Had a conversation today with a colleague around probabilistic modeling of cost, schedule, and the impact on risk management. Lots of topics touched, but one was the concept of Merge Bias.

Merge Bias is the impact of parallel tasks on the probability of completing *on or before* a need date. I've talked in the past about *Schedule Margin* using Monte Carlo. The notion of a *Deterministic versus Probabilistic Schedule* is the starting point for Merge Bias.

In the management of projects, the important points along the path to completion are usually where several parallel paths come together. At these merge points, the paths must all be completed before a milestone can be achieved. An inspection is done, sub-assemblies integrated for testing, initial flight testing complete - activities like these.

**The Fallacy of the Critical Path and PERT Methods**

There are several critical factors in the use of standard scheduling techniques.

- The project duration calculated by the critical path method is accurate only if everything goes according to plan. This is rare in real projects.
- In many cases the completion dates the critical path method produces are unrealistically optimistic and highly likely to be overrun, even if the schedule logic and duration estimates are accurately implemented.
- The critical path method completion date is not even the most likely project completion date, in almost all cases.
- The path identified as the critical path using traditional critical path method techniques may not be the one that will be most likely to delay the project and which may need management attention. This
*mear critical path*is the "killer" path not shown in static assessment methods.

**Extreme Parallel and Serial Task Example**

Here's an example where all the work is performed in parallel and all the work performed in series. This extreme example is used to show that when we encounter project schedules where *merge points* are used, there is a hidden effect - *merge bias* that will result in unpleasant outcomes if we don't understand and deal with the probabilistic aspects of this type of structure.

In the first figure all the work is in series. We plan to finish on 1/25/2013. The work is a series of 10 day activties that have a total of 100 days work.
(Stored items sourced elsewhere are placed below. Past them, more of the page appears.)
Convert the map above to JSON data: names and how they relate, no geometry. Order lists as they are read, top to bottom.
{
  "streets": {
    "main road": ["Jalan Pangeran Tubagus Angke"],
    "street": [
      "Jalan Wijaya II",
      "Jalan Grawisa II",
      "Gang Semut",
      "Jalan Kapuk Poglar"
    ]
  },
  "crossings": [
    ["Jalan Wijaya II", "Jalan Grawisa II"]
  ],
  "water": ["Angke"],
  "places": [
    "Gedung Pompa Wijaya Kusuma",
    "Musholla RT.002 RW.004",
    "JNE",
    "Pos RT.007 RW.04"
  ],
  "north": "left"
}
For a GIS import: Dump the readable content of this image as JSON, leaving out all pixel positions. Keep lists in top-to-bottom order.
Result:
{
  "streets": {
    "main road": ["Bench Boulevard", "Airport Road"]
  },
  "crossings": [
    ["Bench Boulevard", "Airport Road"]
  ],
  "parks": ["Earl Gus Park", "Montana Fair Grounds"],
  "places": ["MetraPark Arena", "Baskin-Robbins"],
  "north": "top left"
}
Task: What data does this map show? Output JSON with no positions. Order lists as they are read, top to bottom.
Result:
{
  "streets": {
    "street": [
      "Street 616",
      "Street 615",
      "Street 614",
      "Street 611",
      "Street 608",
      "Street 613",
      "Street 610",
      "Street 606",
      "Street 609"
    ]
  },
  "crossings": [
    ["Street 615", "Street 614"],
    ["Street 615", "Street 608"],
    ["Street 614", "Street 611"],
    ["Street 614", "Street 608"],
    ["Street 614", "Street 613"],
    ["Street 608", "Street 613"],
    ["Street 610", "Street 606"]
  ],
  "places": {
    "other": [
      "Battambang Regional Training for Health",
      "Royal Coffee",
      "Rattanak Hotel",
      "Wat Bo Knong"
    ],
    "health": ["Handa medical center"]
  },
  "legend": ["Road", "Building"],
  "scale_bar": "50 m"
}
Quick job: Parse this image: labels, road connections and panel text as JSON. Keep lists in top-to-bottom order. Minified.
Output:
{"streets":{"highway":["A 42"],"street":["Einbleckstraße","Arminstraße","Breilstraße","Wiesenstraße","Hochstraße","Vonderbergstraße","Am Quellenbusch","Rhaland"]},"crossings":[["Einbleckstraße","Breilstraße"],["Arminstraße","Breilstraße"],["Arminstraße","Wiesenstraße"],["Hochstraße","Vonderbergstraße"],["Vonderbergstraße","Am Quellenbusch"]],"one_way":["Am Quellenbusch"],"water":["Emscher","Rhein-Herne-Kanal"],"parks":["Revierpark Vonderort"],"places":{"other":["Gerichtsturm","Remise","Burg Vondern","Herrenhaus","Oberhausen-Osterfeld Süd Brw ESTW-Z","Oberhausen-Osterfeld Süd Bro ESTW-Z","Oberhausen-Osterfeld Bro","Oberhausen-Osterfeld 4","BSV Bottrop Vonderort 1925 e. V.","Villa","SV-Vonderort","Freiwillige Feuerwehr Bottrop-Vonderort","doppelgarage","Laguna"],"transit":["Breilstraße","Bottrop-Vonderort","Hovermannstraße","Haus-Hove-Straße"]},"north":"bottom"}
When we run the Monte Carlo Simulation (MCS) using Risk+ and look at the final outcome, *Series Tasks Complete,* we get this curve.

This graph tells us there is a 55% probability of completing *on or before* our target date of 1/25/13. This is a cumulative probability curve for all the 1,000 samples taken in the model. That's OK, since there is a 90% probability of completing *on or before* 1/30/13, 5 calendar days after our target date. The schedule has no slack, so this is another topic about having margin in all schedules.

The extreme Parallel example looks like this. Here there are two sets of parallel activities, whose total durations to the same 100 days. How they do this is not an issue here, maybe less resources, maybe just different work periods, but the parallel aspects are the point of the model.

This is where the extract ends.